- **PROBLEM**
Repeat the records. Match each character exactly.

- **EXTRACTED ENTRIES**
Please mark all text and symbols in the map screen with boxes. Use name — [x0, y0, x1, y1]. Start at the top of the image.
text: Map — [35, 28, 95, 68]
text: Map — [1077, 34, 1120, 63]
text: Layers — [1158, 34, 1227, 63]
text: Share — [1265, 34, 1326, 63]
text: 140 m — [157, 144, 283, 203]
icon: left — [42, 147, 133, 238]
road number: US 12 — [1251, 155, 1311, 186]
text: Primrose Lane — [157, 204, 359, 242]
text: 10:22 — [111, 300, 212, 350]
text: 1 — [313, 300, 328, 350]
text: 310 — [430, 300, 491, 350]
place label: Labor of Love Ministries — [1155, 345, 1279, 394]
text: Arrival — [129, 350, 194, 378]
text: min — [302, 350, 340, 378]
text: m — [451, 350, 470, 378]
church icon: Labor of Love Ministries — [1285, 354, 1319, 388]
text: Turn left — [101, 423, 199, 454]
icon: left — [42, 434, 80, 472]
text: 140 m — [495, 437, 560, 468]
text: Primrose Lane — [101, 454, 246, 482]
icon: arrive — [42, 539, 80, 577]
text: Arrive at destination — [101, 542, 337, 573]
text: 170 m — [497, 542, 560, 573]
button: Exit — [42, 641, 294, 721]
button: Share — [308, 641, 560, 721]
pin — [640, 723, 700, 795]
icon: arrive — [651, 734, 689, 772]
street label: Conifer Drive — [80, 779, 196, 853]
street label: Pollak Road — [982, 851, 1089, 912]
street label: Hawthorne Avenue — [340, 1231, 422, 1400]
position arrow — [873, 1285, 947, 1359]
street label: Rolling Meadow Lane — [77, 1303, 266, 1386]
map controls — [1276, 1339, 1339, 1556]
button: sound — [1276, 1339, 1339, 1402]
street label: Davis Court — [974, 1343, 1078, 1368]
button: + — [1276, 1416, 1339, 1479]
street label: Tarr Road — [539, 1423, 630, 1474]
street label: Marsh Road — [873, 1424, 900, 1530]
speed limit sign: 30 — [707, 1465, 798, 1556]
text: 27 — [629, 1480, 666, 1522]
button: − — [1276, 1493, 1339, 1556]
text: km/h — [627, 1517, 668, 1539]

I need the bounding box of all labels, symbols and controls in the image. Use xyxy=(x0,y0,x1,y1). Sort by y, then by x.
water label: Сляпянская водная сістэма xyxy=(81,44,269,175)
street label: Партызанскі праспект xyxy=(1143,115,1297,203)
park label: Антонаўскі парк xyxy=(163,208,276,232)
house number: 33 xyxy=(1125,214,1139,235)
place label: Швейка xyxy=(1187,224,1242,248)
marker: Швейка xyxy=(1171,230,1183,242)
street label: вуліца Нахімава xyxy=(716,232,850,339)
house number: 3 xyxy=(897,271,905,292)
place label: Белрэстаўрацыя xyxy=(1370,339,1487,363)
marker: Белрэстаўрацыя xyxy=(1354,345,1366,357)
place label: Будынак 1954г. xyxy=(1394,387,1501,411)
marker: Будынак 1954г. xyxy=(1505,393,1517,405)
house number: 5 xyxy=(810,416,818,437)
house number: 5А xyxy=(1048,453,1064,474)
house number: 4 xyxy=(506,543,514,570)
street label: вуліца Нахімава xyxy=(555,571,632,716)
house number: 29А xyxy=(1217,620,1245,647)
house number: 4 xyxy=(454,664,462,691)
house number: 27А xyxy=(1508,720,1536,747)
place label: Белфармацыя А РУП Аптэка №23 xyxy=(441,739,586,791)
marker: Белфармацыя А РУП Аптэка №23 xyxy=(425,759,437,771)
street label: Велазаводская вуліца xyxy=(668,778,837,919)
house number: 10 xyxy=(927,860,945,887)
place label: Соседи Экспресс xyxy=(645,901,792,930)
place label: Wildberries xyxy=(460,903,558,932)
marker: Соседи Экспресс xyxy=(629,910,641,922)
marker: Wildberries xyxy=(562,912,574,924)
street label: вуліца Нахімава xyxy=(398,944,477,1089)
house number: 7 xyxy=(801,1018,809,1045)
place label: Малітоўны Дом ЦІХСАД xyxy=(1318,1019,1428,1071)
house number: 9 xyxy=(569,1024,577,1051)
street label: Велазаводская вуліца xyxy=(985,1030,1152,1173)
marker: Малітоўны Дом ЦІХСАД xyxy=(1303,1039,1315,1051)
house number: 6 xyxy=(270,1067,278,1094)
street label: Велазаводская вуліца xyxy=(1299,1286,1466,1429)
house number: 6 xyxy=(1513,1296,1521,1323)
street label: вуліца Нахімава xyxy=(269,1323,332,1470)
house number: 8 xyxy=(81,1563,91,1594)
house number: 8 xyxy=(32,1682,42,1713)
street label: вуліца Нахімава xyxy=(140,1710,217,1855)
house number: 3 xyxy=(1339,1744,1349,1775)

- **RESPONSE**
Please mark all text and symbols in the map screen with boxes. Use name — [x0, y0, x1, y1]. Start at the top of the image.
text: Map — [35, 28, 95, 68]
text: Map — [1077, 34, 1120, 63]
text: Layers — [1158, 34, 1227, 63]
text: Share — [1265, 34, 1326, 63]
text: 140 m — [157, 144, 283, 203]
icon: left — [42, 147, 133, 238]
road number: US 12 — [1251, 155, 1311, 186]
text: Primrose Lane — [157, 204, 359, 242]
text: 10:22 — [111, 300, 212, 350]
text: 1 — [313, 300, 328, 350]
text: 310 — [430, 300, 491, 350]
place label: Labor of Love Ministries — [1155, 345, 1279, 394]
text: Arrival — [129, 350, 194, 378]
text: min — [302, 350, 340, 378]
text: m — [451, 350, 470, 378]
church icon: Labor of Love Ministries — [1285, 354, 1319, 388]
text: Turn left — [101, 423, 199, 454]
icon: left — [42, 434, 80, 472]
text: 140 m — [495, 437, 560, 468]
text: Primrose Lane — [101, 454, 246, 482]
icon: arrive — [42, 539, 80, 577]
text: Arrive at destination — [101, 542, 337, 573]
text: 170 m — [497, 542, 560, 573]
button: Exit — [42, 641, 294, 721]
button: Share — [308, 641, 560, 721]
pin — [640, 723, 700, 795]
icon: arrive — [651, 734, 689, 772]
street label: Conifer Drive — [80, 779, 196, 853]
street label: Pollak Road — [982, 851, 1089, 912]
street label: Hawthorne Avenue — [340, 1231, 422, 1400]
position arrow — [873, 1285, 947, 1359]
street label: Rolling Meadow Lane — [77, 1303, 266, 1386]
map controls — [1276, 1339, 1339, 1556]
button: sound — [1276, 1339, 1339, 1402]
street label: Davis Court — [974, 1343, 1078, 1368]
button: + — [1276, 1416, 1339, 1479]
street label: Tarr Road — [539, 1423, 630, 1474]
street label: Marsh Road — [873, 1424, 900, 1530]
speed limit sign: 30 — [707, 1465, 798, 1556]
text: 27 — [629, 1480, 666, 1522]
button: − — [1276, 1493, 1339, 1556]
text: km/h — [627, 1517, 668, 1539]

I need the bounding box of all labels, symbols and controls in the image. Use xyxy=(x0,y0,x1,y1). Sort by y, then by x.
water label: Сляпянская водная сістэма xyxy=(81,44,269,175)
street label: Партызанскі праспект xyxy=(1143,115,1297,203)
park label: Антонаўскі парк xyxy=(163,208,276,232)
house number: 33 xyxy=(1125,214,1139,235)
place label: Швейка xyxy=(1187,224,1242,248)
marker: Швейка xyxy=(1171,230,1183,242)
street label: вуліца Нахімава xyxy=(716,232,850,339)
house number: 3 xyxy=(897,271,905,292)
place label: Белрэстаўрацыя xyxy=(1370,339,1487,363)
marker: Белрэстаўрацыя xyxy=(1354,345,1366,357)
place label: Будынак 1954г. xyxy=(1394,387,1501,411)
marker: Будынак 1954г. xyxy=(1505,393,1517,405)
house number: 5 xyxy=(810,416,818,437)
house number: 5А xyxy=(1048,453,1064,474)
house number: 4 xyxy=(506,543,514,570)
street label: вуліца Нахімава xyxy=(555,571,632,716)
house number: 29А xyxy=(1217,620,1245,647)
house number: 4 xyxy=(454,664,462,691)
house number: 27А xyxy=(1508,720,1536,747)
place label: Белфармацыя А РУП Аптэка №23 xyxy=(441,739,586,791)
marker: Белфармацыя А РУП Аптэка №23 xyxy=(425,759,437,771)
street label: Велазаводская вуліца xyxy=(668,778,837,919)
house number: 10 xyxy=(927,860,945,887)
place label: Соседи Экспресс xyxy=(645,901,792,930)
place label: Wildberries xyxy=(460,903,558,932)
marker: Соседи Экспресс xyxy=(629,910,641,922)
marker: Wildberries xyxy=(562,912,574,924)
street label: вуліца Нахімава xyxy=(398,944,477,1089)
house number: 7 xyxy=(801,1018,809,1045)
place label: Малітоўны Дом ЦІХСАД xyxy=(1318,1019,1428,1071)
house number: 9 xyxy=(569,1024,577,1051)
street label: Велазаводская вуліца xyxy=(985,1030,1152,1173)
marker: Малітоўны Дом ЦІХСАД xyxy=(1303,1039,1315,1051)
house number: 6 xyxy=(270,1067,278,1094)
street label: Велазаводская вуліца xyxy=(1299,1286,1466,1429)
house number: 6 xyxy=(1513,1296,1521,1323)
street label: вуліца Нахімава xyxy=(269,1323,332,1470)
house number: 8 xyxy=(81,1563,91,1594)
house number: 8 xyxy=(32,1682,42,1713)
street label: вуліца Нахімава xyxy=(140,1710,217,1855)
house number: 3 xyxy=(1339,1744,1349,1775)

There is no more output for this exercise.